Fiscalité

Déficit américain et impôts

Selon plusieurs, les baisses de taxes et d’impôts de l’administration Bush sont les principales responsables de la hausse du déficit budgétaire des États-Unis. Or, maintenant que George W. Bush est réélu, l’occasion est belle de faire le point sur cet aspect controversé de la gestion des finances publiques américaines.

Le Trésor américain indiquait récemment que le déficit budgétaire du pays avait atteint un seuil record de 413 milliards de dollars US au cours de l’exercice financier 2004, soit l’équivalent de 3,6% du produit intérieur brut (PIB).
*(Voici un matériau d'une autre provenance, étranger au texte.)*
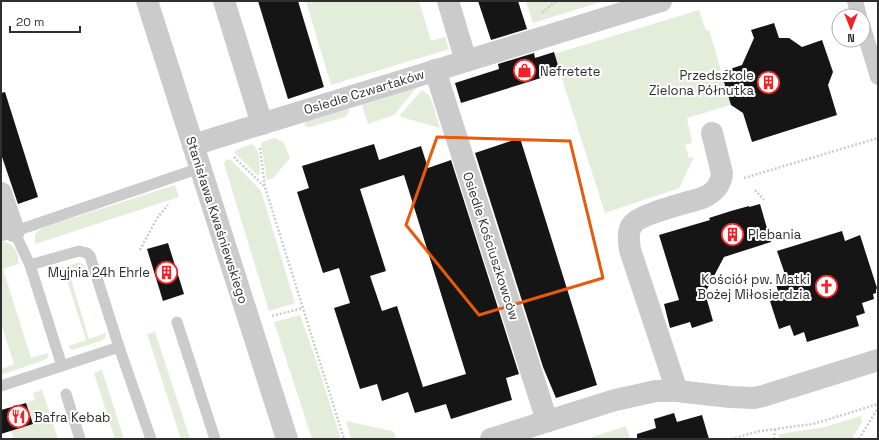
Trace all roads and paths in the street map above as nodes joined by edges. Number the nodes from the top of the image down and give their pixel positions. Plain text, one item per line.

Il est vrai que les baisses d’impôts mises en place par l’administration Bush sont considérables. Par contre, il est faux de croire qu’elles sont la principale cause du déficit. Les réductions fiscales comptent pour à peine 22% de la dégradation des finances publiques américaines depuis l’an 2000. En fait, le déficit est davantage dû à une escalade incontrôlée des dépenses qu’à un manque à gagner des revenus.

L’explosion des dépenses coïncide avec le début de la guerre contre le terrorisme. Le budget du département de la Défense – en hausse de 55% – est en bonne partie responsable de la hausse totale des dépenses. Néanmoins, avec le président Bush, les dépenses de programmes (hormis la Défense) se sont accrues de 32%.

Le rythme de croissance des dépenses a été beaucoup plus rapide que celui de la baisse des recettes fiscales.

De plus, il ne faut pas croire que les réductions d’impôts priveront le Trésor américain de revenus. Après trois années de recul, les recettes de l’État fédéral provenant de l’impôt sur le revenu ont d’ailleurs recommencé à croître en 2003-2004. En fait, la baisse du fardeau fiscal a des effets bénéfiques sur l’économie. Elle est une incitation au travail, à l’épargne, à la prise de risque et à l’investissement.

Par exemple, certaines réductions de taxes, notamment celles sur les dividendes et les gains en capital, auront pour effet de réduire le coût du capital pour les entreprises, ce qui se traduira par de nouveaux achats de machinerie et d’équipement, et donc par une hausse de la productivité. La croissance économique que cela suscitera aidera à remplir les coffres du gouvernement.

Les recettes fiscales augmenteront aussi du fait que cette croissance poussera les revenus des individus vers des paliers d’imposition plus élevés. En effet, les contribuables dont le revenu augmente proportionnellement davantage que le niveau d’inflation en période de croissance économique voient leur taux moyen d’imposition s’élever automatiquement.

Si Bush décide d’aller de l’avant avec son plan de rendre permanentes les réductions d’impôts actuelles, les recettes fiscales du gouvernement américain en pourcentage du PIB passeraient tout de même de 16,2% à 18,5% en l’espace de 10 ans, selon les estimations du Congressional Budget Office. C’est plus que la moyenne de 18,2% qu’affiche le pays depuis 1970.

Qu’on ne se méprenne pas. Contrairement à une perception fort répandue, une réduction du fardeau fiscal ne compromet pas nécessairement l’équilibre des finances publiques d’un gouvernement. Cette réduction doit toutefois s’accompagner d’un contrôle de la croissance des dépenses, ce qui n’a pas été le cas jusqu’à présent pendant le mandat de George Bush.